You are viewing a plain text version of this content. The canonical link for it is here.
Posted to issues-all@impala.apache.org by "ASF subversion and git services (Jira)" <ji...@apache.org> on 2023/06/21 05:22:00 UTC

[jira] [Commented] (IMPALA-12150) Use protocol version to isolate cluster components

    [ https://issues.apache.org/jira/browse/IMPALA-12150?page=com.atlassian.jira.plugin.system.issuetabpanels:comment-tabpanel&focusedCommentId=17735534#comment-17735534 ] 

ASF subversion and git services commented on IMPALA-12150:
----------------------------------------------------------

Commit a82830896b590dd7a445f8f7e91f25356a7dd3c2 in impala's branch refs/heads/master from wzhou-code
[ https://gitbox.apache.org/repos/asf?p=impala.git;h=a82830896 ]

IMPALA-12150: Use protocol version to isolate cluster components

Some Thrift request/response structs in CatalogService were changed to
add new variables in the middle, which caused cross version
incompatibility issue for CatalogService.

Impala cluster membership is managed by the statestore. During upgrade
scenarios where different versions of Impala daemons are upgraded one
at a time, the upgraded daemons have incompatible message formats.
Even through protocol versions numbers were already defined for
Statestore and Catalog Services, they were not used.

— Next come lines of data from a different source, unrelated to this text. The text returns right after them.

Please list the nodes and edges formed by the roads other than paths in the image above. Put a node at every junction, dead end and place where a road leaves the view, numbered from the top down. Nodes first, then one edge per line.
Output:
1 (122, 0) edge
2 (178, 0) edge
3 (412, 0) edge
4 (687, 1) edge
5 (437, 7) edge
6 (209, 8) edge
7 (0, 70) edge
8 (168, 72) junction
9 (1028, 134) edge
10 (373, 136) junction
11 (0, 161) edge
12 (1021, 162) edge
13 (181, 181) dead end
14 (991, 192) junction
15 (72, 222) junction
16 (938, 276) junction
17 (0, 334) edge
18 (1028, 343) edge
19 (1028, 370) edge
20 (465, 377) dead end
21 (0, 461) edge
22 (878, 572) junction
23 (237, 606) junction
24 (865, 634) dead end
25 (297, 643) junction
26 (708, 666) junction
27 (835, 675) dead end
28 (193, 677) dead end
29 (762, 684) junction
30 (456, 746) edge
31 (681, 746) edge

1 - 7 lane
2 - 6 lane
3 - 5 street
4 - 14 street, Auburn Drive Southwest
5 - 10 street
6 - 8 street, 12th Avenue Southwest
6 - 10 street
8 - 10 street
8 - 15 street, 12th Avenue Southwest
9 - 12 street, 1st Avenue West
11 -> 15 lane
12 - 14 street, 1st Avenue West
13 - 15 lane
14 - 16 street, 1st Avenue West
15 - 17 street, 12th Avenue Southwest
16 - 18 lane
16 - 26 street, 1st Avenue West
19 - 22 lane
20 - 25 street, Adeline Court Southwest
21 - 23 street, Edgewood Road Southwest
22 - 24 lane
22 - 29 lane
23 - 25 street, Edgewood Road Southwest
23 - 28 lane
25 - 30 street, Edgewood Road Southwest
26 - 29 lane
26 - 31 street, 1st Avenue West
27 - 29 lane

The Statestore and
Catalog server did not check the protocol version in the requests, which
allowed incompatible Impala daemons to join one cluster. This causes
unexpected query failures during rolling upgrade.

We need a way to detect this and enforce that some rules are followed:
 - Statestore refuses the registration requests from incompatible
   subscribers.
 - Catalog server refuses the requests from incompatible clients.
 - Scheduler assigns tasks to a group of compatible executors.

This patch isolate Impala daemons into separate clusters based on
protocol versions of Statestore service to prevent incompatible Impala
daemons from communicating with each other. It covers the Thrift RPC
communications between catalogd and coordinators, and communication
between statestore and its subscribers (executor, coordinators,
catalogd and admissiond). This change should work for future upgrade.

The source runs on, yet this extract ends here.